Total RNA was prepared using the RNeasy Mini RNA Kit (Qiagen, Hilden, Germany). Prior to cDNA synthesis genomic DNA was removed to ensure purity. For cDNA synthesis, 1 µg of RNA was processed with the Transcriptor First Strand cDNA Synthesis Kit (Roche, Mannheim, Germany), following the manufacturer’s guidelines. The expression levels of BRCA1, RAD51, and CHEK1 was measured using a real-time quantitative PCR assay performing on a Roche LightCycler 96 Real-Time PCR System (Roche Diagnostics, Switzerland). β-actin was employed as an internal control to normalize the gene expression data. The primer sequences used for this assay are detailed below:

RAD51

Forward primer

5’- CCTCCTCTTTAACGCCTCCTG -3’

Reverse primer

5’- GGGGACAACTCCCAGACTTTTT-3’

BRCA1

Forward primer

5’- ACCTTGGAACTGTGAGAACTCT-3’

Reverse primer

5’- TCTTGATCTCCCACACTGCAATA-3’

CHEK1

Forward primer

5’- CCAGTAAACAGTGCTTCTAG-3’

Reverse primer

5’- TCTTCAGGAAGTGTCTCTTGC-3’

MYC

Forward primer

5’- TCCCTCCACTCGGAAGGAC-3’

Reverse primer

5’- CTGGTGCATTTTCGGTTGTTG-3’

MYCN

Forward primer

5’- CACGTCCGCTCAAGAGTGTC-3’

Reverse primer

5’- GTTTCTGCGACGCTCACTGT-3’

ACTB

Forward primer

5’- CATGTACGTTGCTATCCAGGC-3’

Reverse primer

5’- CTCCTTAATGTCACGCACGAT-3’

Histological and immunohistochemical analyses

Xenograft tumors were fixed in 4% paraformaldehyde solution and subsequently embedded in paraffin. For histopathological examination, 4-micrometer sections were prepared and stained with hematoxylin and eosin. Immunohistochemical staining was performed on serial sections using antibodies against Ki67 (1:1000, CST 9449), cleaved Caspase 3 (CC3) (1:300, CST 9661), Rad51 (1:200, Abcam ab133534), and γH2AX (1:500, Ser139, CST 2577). The stained sections were then mounted and photographed with a Leica microscope (Leica Microsystems, Germany).
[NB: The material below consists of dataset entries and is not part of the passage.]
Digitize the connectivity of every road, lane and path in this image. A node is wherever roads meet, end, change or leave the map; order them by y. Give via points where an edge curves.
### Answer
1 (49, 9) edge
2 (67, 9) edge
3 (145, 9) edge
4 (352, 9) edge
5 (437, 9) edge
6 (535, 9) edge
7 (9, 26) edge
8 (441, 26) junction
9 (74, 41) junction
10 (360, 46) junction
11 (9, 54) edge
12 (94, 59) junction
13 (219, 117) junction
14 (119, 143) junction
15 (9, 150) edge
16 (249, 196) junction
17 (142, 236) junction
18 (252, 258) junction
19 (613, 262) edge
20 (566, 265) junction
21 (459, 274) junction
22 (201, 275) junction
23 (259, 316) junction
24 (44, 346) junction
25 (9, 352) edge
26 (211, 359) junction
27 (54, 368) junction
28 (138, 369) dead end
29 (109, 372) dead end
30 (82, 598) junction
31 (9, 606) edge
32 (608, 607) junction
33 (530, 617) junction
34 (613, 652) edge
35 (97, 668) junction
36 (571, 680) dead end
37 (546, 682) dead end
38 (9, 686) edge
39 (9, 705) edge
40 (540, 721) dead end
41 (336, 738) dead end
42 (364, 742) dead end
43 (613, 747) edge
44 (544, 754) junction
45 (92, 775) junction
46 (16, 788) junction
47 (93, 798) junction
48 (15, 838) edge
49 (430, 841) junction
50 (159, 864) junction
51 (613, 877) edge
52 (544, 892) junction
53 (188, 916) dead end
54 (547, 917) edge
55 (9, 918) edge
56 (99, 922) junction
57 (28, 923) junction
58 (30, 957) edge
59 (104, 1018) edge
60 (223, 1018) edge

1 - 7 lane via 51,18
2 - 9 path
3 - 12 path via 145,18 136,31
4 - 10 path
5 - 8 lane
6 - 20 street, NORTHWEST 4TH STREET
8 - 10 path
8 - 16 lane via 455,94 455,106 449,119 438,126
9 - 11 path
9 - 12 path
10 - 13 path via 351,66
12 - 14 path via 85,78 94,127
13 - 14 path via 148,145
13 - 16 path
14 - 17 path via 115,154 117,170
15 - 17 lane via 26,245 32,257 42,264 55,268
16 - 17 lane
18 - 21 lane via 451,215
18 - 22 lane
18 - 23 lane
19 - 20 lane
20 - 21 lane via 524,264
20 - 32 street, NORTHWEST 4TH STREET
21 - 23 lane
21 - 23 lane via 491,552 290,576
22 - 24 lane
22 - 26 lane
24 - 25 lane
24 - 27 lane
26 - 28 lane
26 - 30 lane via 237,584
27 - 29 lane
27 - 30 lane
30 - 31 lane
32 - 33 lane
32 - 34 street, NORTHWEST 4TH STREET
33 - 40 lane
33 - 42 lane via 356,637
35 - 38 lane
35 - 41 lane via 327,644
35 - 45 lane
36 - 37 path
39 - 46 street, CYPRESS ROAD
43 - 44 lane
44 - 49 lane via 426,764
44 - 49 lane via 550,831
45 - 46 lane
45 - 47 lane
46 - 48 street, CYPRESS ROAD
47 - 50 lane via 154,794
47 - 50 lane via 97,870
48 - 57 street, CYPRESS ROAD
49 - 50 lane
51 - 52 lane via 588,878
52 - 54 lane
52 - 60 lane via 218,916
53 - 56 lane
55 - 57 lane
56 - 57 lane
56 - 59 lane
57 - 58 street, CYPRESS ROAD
Quantification and statistical analysis

All in vitro experiments were conducted at least three times to ensure reproducibility. Data are presented as mean values ± SD. Comparisons between 2 groups were made with a two-tailed Student’s t test. Differences were considered statistically significant at p < 0.05, with significance levels indicated as follow: *p < 0.05, **p < 0.01, ***p < 0.001, ****p < 0.0001.